Animating NeRFs / Dynamic Scenes
- Use a canonical space (e.g., T-pose) and learn a deformation field to map to observed poses.
- Find correspondences between observed and canonical space (may require a separate network).
- If multiple correspondences, select or aggregate (e.g., max confidence) [Verification Needed].
- Example: Vid2Avatar.
Alternative Parametrizations
- Use explicit primitives (e.g., voxels, cubes) with local NeRFs.
- Point-based primitives (e.g., spheres, ellipsoids) with neural features can be optimized and rendered efficiently.
- Ellipsoids better capture thin structures than spheres.

3D Gaussian Splatting (Kerbl et al., 2023)

Overview: Represents a scene as a set of 3D Gaussians, each with learnable parameters, and renders by projecting and compositing them.
Process:
1. Initialization:
  - Start from a sparse point cloud (e.g., from Structure-from-Motion).
  - Initialize one Gaussian per point.
2. Optimization Loop:
  - Project 3D Gaussians to 2D using camera parameters.
  - Render using a differentiable rasterizer (often tile-based).
  - Compute loss (e.g., L1, D-SSIM) between rendered and ground truth images.
  - Backpropagate to update Gaussian parameters.
3. Adaptive Density Control:
  - Prune Gaussians with low opacity or excessive size.
  - Densify by cloning/splitting in under-reconstructed regions.
Gaussian Parameters:
- 3D mean $\mathbf{\mu} \in \mathbb{R}^3$.
- 3x3 covariance $\mathbf{\Sigma}$ (parameterized by scale and quaternion for rotation).
- Color $\mathbf{c}$ (often as Spherical Harmonics coefficients).
- Opacity $o$ (scalar, passed through sigmoid).
Rendering:
- For each pixel:
  1. Project relevant 3D Gaussians to 2D.
  2. Sort by depth (front-to-back).
  3. For each Gaussian $i$:
    - Compute effective opacity at pixel: \[ \alpha_i' = o_i \cdot \exp\left(-\frac{1}{2} (\mathbf{p} - \mathbf{\mu}_i')^T (\mathbf{\Sigma}_i')^{-1} (\mathbf{p} - \mathbf{\mu}_i')\right) \]

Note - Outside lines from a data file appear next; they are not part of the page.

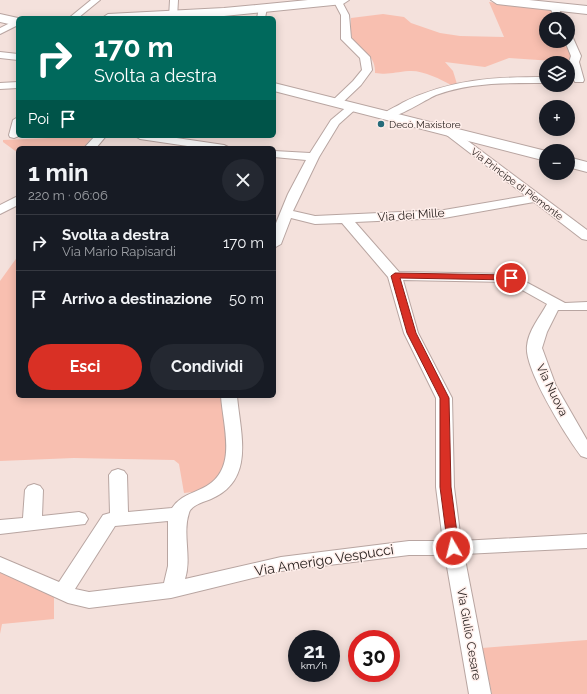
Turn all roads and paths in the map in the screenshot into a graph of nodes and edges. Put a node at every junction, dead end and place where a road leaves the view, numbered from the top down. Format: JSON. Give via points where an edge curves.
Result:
{"nodes":[{"id":1,"x":96,"y":0,"type":"edge"},
{"id":2,"x":174,"y":0,"type":"edge"},
{"id":3,"x":337,"y":0,"type":"edge"},
{"id":4,"x":343,"y":0,"type":"edge"},
{"id":5,"x":497,"y":0,"type":"edge"},
{"id":6,"x":551,"y":4,"type":"edge"},
{"id":7,"x":587,"y":10,"type":"edge"},
{"id":8,"x":262,"y":13,"type":"edge"},
{"id":9,"x":76,"y":16,"type":"edge"},
{"id":10,"x":173,"y":16,"type":"edge"},
{"id":11,"x":195,"y":16,"type":"edge"},
{"id":12,"x":0,"y":18,"type":"edge"},
{"id":13,"x":16,"y":22,"type":"edge"},
{"id":14,"x":16,"y":23,"type":"edge"},
{"id":15,"x":0,"y":31,"type":"edge"},
{"id":16,"x":572,"y":48,"type":"edge"},
{"id":17,"x":0,"y":55,"type":"edge"},
{"id":18,"x":16,"y":58,"type":"edge"},
{"id":19,"x":539,"y":80,"type":"edge"},
{"id":20,"x":583,"y":80,"type":"edge"},
{"id":21,"x":16,"y":85,"type":"edge"},
{"id":22,"x":0,"y":86,"type":"edge"},
{"id":23,"x":276,"y":88,"type":"edge"},
{"id":24,"x":336,"y":103,"type":"junction"},
{"id":25,"x":353,"y":107,"type":"junction"},
{"id":26,"x":387,"y":116,"type":"junction"},
{"id":27,"x":16,"y":128,"type":"edge"},
{"id":28,"x":448,"y":132,"type":"junction"},
{"id":29,"x":14,"y":135,"type":"dead end"},
{"id":30,"x":99,"y":138,"type":"edge"},
{"id":31,"x":154,"y":138,"type":"edge"},
{"id":32,"x":92,"y":146,"type":"edge"},
{"id":33,"x":210,"y":146,"type":"edge"},
{"id":34,"x":276,"y":154,"type":"edge"},
{"id":35,"x":539,"y":154,"type":"edge"},
{"id":36,"x":313,"y":158,"type":"junction"},
{"id":37,"x":575,"y":163,"type":"edge"},
{"id":38,"x":587,"y":166,"type":"edge"},
{"id":39,"x":536,"y":198,"type":"junction"},
{"id":40,"x":16,"y":201,"type":"edge"},
{"id":41,"x":0,"y":210,"type":"edge"},
{"id":42,"x":287,"y":213,"type":"junction"},
{"id":43,"x":346,"y":219,"type":"junction"},
{"id":44,"x":587,"y":236,"type":"edge"},
{"id":45,"x":276,"y":239,"type":"edge"},
{"id":46,"x":395,"y":276,"type":"junction"},
{"id":47,"x":555,"y":303,"type":"junction"},
{"id":48,"x":587,"y":306,"type":"edge"},
{"id":49,"x":229,"y":398,"type":"edge"},
{"id":50,"x":587,"y":452,"type":"edge"},
{"id":51,"x":118,"y":475,"type":"dead end"},
{"id":52,"x":34,"y":490,"type":"dead end"},
{"id":53,"x":180,"y":514,"type":"junction"},
{"id":54,"x":79,"y":519,"type":"dead end"},
{"id":55,"x":119,"y":519,"type":"junction"},
{"id":56,"x":32,"y":523,"type":"junction"},
{"id":57,"x":0,"y":527,"type":"edge"},
{"id":58,"x":587,"y":541,"type":"edge"},
{"id":59,"x":453,"y":548,"type":"junction"},
{"id":60,"x":0,"y":564,"type":"edge"},
{"id":61,"x":171,"y":590,"type":"junction"},
{"id":62,"x":63,"y":592,"type":"junction"},
{"id":63,"x":480,"y":694,"type":"edge"}],
"edges":[{"from":1,"to":9,"type":"street"},
{"from":2,"to":10,"type":"street"},
{"from":3,"to":4,"type":"street"},
{"from":3,"to":8,"type":"street"},
{"from":3,"to":24,"type":"street","via":[[345,15],[346,39],[365,58],[368,70]]},
{"from":5,"to":6,"type":"street"},
{"from":6,"to":7,"type":"street"},
{"from":8,"to":11,"type":"street"},
{"from":12,"to":13,"type":"street"},
{"from":14,"to":15,"type":"street"},
{"from":16,"to":20,"type":"street","via":[[576,56],[574,62]]},
{"from":17,"to":18,"type":"street"},
{"from":19,"to":26,"type":"street","via":[[503,80],[460,85],[418,99]]},
{"from":21,"to":22,"type":"street"},
{"from":23,"to":24,"type":"street"},
{"from":24,"to":25,"type":"street"},
{"from":25,"to":26,"type":"street"},
{"from":25,"to":36,"type":"street","via":[[335,122]]},
{"from":26,"to":28,"type":"street"},
{"from":27,"to":29,"type":"street"},
{"from":28,"to":35,"type":"street"},
{"from":28,"to":39,"type":"street","name":"Via Principe di Piemonte"},
{"from":30,"to":32,"type":"street"},
{"from":31,"to":33,"type":"street"},
{"from":34,"to":36,"type":"street"},
{"from":36,"to":42,"type":"street"},
{"from":37,"to":38,"type":"street"},
{"from":39,"to":43,"type":"street","name":"Via dei Mille","via":[[444,214]]},
{"from":39,"to":44,"type":"street","name":"Via Principe di Piemonte"},
{"from":40,"to":41,"type":"street"},
{"from":42,"to":43,"type":"street","name":"Via dei Mille","via":[[314,220]]},
{"from":42,"to":45,"type":"street"},
{"from":43,"to":46,"type":"street","name":"Via Giulio Cesare"},
{"from":46,"to":47,"type":"street","via":[[511,278]]},
{"from":46,"to":59,"type":"street","name":"Via Giulio Cesare","via":[[411,333],[444,398],[445,487]]},
{"from":47,"to":48,"type":"street","via":[[562,307]]},
{"from":47,"to":50,"type":"street","name":"Via Nuova","via":[[534,346],[540,370],[562,413]]},
{"from":49,"to":53,"type":"street","via":[[236,455],[230,471],[212,491],[189,501]]},
{"from":51,"to":55,"type":"street"},
{"from":52,"to":56,"type":"street"},
{"from":53,"to":55,"type":"street"},
{"from":53,"to":61,"type":"street","via":[[177,573]]},
{"from":54,"to":56,"type":"street"},
{"from":55,"to":62,"type":"street","via":[[109,520]]},
{"from":56,"to":57,"type":"street"},
{"from":58,"to":59,"type":"street","name":"Via Amerigo Vespucci"},
{"from":59,"to":61,"type":"street","name":"Via Amerigo Vespucci","via":[[409,548],[281,564]]},
{"from":59,"to":63,"type":"street","name":"Via Giulio Cesare"},
{"from":60,"to":62,"type":"street","name":"Via Amerigo Vespucci"},
{"from":61,"to":62,"type":"street","name":"Via Amerigo Vespucci","via":[[89,600],[75,598]]}]}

      - $o_i$: Learned opacity.
      - $\mathbf{p}$: 2D pixel coordinate.
      - $\mathbf{\mu}_i'$: Projected 2D mean.
      - $\mathbf{\Sigma}_i'$: Projected 2D covariance.
    - Evaluate color $\mathbf{k}_i$ (from SH coefficients).
  4. Color Blending: \[ C = \sum_{i=1}^{N_g} \mathbf{k}_i \alpha_i' \prod_{j=1}^{i-1} (1 - \alpha_j') \]
    - $N_g$: Number of Gaussians overlapping the pixel, sorted by depth.
    - $\prod_{j=1}^{i-1} (1 - \alpha_j')$: Accumulated transmittance.
Advantages:
- Faster than NeRF for both training and rendering (often real-time).
- State-of-the-art rendering quality.
- Once optimized, rendering is efficient—no need for repeated neural network queries.